Игги перевел взгляд на Мэри. Та пожала плечами:
– Я в этих делах не лучше тебя разбираюсь. Но вообще-то этим ребятам можно верить.
– Ну… тогда ладно. И когда вы собираетесь его…
– Прямо сейчас, – ответил Куст. – Дистанционно даже лучше.
– Безопаснее, – кивнул Трехногий. – Но если ты против…
– Делайте, – кивнул Игги с решительностью, которой не чувствовал.
– Отлично, – Маска хлопнула в ладоши. Игги сначала подумал – от радости, но сразу после хлопка из запястья девушки выскочили два тонких провода. – Давайте взломаем этой малышке мозги.
– Я подключусь со своей консоли, а ты через меня, – отодвигая провода Маски, проговорил новый человек в компании, которого тут все называли Муравьем. Он был черным, как смоль, даже с какой-то прозеленью. И одевался в старое армейское шмотье.
– Это почему? – вскинулась Маска.
– Потому, что у меня больше опыта, детка.
Игги взял кружку и ушел в другой конец комнаты. Там стояли пластиковые коробки из-под видео-блока и домашней консоли. Все руки не доходили выбросить. Игги уселся на одну из коробок и стал наблюдать.
– У тебя же можно курить в квартире? – спросила Мэри, усаживаясь на вторую коробку.
– Да, можно, – кивнул Игги и полез в карман за сигаретами.
22. Тако
Брабек работал до самого утра. Без перерывов на чертов отдых, приятель, без перекуров, без всей этой ерунды, сечешь? Я имею в виду, ту ерунду, которая вроде как нормальная для тебя и меня. Но Брабек был под кайфом, и какое бы дерьмо не разносили наночастицы по его организму, нормальным человеком скульптор уже не был. Тако трижды засыпал, но ты представь как это, спать, скорчившись в офисном кресле! Нет, конечно, Тако приходилось жить и в худших условиях, слов нет. Но это было давно, и вообще-то он приложил немало усилий для того, чтобы спать в нормальных условиях. В кровати, так? На чистом белье, которое пахнет чистым бельем. И он уже, если честно, привык жить хорошо. Он привык к проклятому запаху чистого белья! Потому что он, Тако, нормальный человек, так? Он это заработал!
Но Брабек работал и работал. Наверное, в нем окончательно полетели какие-то предохранители. Проснувшись в третий раз, Тако решил спуститься к скульптору. Тело японца затекло, ноги еле шевелились. Он прошелся по кабинке, выбросил в утилизатор боксы из-под китайской еды, зевнул так, что чуть не вывихнул себе челюсть, и стал спускаться по лестнице. Брабек даже не обернулся.
Тако почему-то вспомнил их давний разговор.
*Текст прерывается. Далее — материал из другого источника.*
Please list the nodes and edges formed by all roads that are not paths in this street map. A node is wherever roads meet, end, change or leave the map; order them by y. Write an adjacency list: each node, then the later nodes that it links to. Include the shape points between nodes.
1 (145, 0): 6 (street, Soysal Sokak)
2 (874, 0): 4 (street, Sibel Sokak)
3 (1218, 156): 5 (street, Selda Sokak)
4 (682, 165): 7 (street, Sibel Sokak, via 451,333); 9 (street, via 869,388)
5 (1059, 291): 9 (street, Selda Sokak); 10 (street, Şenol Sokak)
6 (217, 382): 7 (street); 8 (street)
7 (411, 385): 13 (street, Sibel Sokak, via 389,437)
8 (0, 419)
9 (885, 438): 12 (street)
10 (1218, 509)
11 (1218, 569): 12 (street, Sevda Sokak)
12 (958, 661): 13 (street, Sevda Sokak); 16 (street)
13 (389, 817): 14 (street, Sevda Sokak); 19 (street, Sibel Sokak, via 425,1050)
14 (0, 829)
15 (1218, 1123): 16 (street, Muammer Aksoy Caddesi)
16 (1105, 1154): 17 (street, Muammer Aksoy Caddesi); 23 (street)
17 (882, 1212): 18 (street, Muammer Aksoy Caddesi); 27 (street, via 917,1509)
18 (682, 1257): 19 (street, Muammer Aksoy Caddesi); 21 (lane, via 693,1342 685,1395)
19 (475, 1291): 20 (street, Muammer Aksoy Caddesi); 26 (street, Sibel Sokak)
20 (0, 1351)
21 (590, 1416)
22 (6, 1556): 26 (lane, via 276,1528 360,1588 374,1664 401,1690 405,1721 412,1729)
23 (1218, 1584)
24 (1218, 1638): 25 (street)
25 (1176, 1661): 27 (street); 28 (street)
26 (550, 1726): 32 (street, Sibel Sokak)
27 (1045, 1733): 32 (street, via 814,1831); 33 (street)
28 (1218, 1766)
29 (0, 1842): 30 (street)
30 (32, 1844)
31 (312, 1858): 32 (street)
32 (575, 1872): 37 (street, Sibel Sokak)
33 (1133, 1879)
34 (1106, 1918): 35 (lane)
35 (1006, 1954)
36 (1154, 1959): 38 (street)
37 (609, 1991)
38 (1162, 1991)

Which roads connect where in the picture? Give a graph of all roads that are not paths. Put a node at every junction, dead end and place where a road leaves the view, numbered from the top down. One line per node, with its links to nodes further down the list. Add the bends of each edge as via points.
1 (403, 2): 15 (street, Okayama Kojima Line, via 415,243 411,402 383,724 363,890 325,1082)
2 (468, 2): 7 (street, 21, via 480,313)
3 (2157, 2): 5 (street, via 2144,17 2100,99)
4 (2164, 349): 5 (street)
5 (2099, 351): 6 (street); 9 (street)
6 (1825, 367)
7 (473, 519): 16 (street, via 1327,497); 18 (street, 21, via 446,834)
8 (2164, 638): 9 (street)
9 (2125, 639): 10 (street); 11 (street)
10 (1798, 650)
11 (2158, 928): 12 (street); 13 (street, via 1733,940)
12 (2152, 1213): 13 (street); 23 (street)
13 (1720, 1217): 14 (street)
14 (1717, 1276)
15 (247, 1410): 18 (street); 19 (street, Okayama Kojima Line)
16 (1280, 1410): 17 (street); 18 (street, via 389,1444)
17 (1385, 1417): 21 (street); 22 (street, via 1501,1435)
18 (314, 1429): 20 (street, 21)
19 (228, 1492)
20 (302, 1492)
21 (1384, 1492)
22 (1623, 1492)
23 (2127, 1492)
Брабек только-только переехал на Ивадзиму, Тако продал его первую скульптуру, ту самую, с крыльями авиетки, которую поставили на площади Сахарова, перед баром «Под Барабаном». Брабек был закинутым, но чем-то не совсем инфернальным. Он поддерживал беседу и Тако понимал все, что скульптор хотел сказать.
– Знаешь, чего не хватает современным скульптурам? – спросил Брабек.
Они сидели в квартире Тако, и заходящее солнце превращало все предметы в загадочные объекты обстановки, тянущие длинные шлейфы теней. Тако обожал это время. И словами не объяснить, и не продать, понимаешь, о чем я?
– Современным скульптурам не хватает голубиного дерьма, Тако.